El impacto de esta orgía de violencia trascendió las rejas del hipódromo para estrangular el pulso económico de Parral: comercios bajaron sus cortinas en pánico colectivo, cancelando el frenesí del Buen Fin con letreros de «Cerrado por inseguridad», mientras caravanas de familias huían hacia Jiménez y Santa Bárbara ante rumores de narcobloqueos y robos de vehículos en las sierras. El gobierno municipal, en un boletín desesperado, imploró a los habitantes evitar la carretera Parral-Jiménez, un arteria vital ahora convertida en zona de guerra, donde enfrentamientos colaterales en Valle de Allende dejaron heridos y un rastro de llantas quemadas como estelas de terror. El secretario de Seguridad Pública estatal, Gilberto Loya, en rueda de prensa con el rostro surcado por la fatiga, vinculó esta masacre a hilos del 2024: el asesinato de Marisela Barrón Sandoval, dueña del Centro Hípico de Maturana, junto a su pareja el músico Kevin Amalio Hernández y sus hijos de 14 y 17 años, un crimen que encendió la mecha de venganzas en carriles de carreras, eventos que el narco usa como tableros para liquidaciones selectivas. «Algunos de estos caídos ya estaban en nuestro radar por hechos previos», confesó Loya, prometiendo un Gabinete Nacional de Seguridad que despliega helicópteros y retenes, aunque el eco de sirenas no borra el vacío de ocho ausencias.

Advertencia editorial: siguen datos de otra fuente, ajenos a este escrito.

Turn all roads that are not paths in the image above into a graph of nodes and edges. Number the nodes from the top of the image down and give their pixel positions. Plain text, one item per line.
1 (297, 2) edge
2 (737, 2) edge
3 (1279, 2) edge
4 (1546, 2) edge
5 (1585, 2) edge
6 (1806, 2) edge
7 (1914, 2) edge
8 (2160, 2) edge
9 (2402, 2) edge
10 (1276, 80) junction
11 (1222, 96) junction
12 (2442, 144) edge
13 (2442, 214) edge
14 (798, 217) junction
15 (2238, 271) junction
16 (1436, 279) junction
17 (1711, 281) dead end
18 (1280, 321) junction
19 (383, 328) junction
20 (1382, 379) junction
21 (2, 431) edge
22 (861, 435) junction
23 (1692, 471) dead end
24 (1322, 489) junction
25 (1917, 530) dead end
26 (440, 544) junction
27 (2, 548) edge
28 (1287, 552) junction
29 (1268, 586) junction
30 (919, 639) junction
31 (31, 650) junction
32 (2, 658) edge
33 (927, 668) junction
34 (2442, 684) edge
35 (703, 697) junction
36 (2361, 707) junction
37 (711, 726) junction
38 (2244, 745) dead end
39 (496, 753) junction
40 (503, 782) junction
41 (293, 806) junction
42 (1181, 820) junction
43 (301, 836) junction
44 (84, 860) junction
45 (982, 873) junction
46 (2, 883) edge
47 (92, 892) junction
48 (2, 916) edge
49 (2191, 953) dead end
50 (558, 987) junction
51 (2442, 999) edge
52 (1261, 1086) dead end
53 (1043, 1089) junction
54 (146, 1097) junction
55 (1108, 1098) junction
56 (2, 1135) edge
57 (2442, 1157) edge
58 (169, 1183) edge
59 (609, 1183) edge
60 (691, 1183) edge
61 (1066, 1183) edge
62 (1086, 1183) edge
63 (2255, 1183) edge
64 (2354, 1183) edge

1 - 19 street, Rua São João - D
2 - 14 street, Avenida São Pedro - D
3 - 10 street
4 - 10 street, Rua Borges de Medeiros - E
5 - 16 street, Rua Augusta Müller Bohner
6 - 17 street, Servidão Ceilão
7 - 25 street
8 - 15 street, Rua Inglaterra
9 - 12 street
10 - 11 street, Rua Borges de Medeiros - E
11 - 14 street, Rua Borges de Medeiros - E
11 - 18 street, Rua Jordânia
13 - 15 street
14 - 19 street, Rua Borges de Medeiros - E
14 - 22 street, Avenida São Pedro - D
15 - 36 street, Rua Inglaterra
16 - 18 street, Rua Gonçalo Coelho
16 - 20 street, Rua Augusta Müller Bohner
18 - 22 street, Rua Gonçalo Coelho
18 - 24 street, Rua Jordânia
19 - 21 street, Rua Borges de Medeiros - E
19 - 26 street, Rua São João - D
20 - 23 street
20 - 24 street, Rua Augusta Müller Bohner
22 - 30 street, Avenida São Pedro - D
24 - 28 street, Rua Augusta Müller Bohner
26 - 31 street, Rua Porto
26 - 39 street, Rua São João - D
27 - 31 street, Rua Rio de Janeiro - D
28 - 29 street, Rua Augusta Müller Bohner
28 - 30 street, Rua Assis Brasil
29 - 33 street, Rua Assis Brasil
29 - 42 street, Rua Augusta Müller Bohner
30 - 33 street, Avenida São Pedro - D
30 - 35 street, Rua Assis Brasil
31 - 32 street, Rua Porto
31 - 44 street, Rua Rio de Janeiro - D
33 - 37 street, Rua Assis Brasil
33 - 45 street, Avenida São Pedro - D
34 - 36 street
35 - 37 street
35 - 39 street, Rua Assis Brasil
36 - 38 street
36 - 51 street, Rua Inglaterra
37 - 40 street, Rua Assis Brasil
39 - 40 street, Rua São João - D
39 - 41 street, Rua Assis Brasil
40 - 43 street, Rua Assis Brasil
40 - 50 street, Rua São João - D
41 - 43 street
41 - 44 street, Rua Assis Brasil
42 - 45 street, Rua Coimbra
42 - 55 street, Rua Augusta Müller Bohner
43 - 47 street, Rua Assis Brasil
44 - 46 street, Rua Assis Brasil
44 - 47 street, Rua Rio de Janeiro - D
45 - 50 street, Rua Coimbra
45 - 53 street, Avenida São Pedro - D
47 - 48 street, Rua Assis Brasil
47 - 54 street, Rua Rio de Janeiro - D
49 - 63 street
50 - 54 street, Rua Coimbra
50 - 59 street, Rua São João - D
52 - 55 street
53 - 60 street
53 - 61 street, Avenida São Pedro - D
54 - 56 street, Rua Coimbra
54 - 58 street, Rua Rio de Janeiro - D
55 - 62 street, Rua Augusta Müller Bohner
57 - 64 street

En las capillas improvisadas de Parral, donde velas parpadean junto a fotos desvaídas y coronas de flores marchitas, las familias de los identificados claman no solo duelo, sino un escudo contra la hidra que devora generaciones enteras. Esta identificación, más que cierre forense, es un grito ahogado en la garganta de Chihuahua: una tierra donde el galope de caballos se confunde con el trote de la muerte, y donde la violencia en Parral no es tormenta pasajera, sino monzón perpetuo alimentado por disputas que ignoran fronteras entre culpables e inocentes. Mientras la Fiscalía General del Estado teje carpetas de investigación con balística y testimonios temblorosos, el pueblo entero contiene el aliento, sabiendo que el fin de semana sangriento podría ser preludio de vendavales peores. En las venas polvorientas de esta frontera indómita, late la urgencia de un amanecer sin balas, donde los nombres de los caídos no se pierdan en expedientes, sino que iluminen el camino hacia una paz que el plomo ha profanado una y otra vez.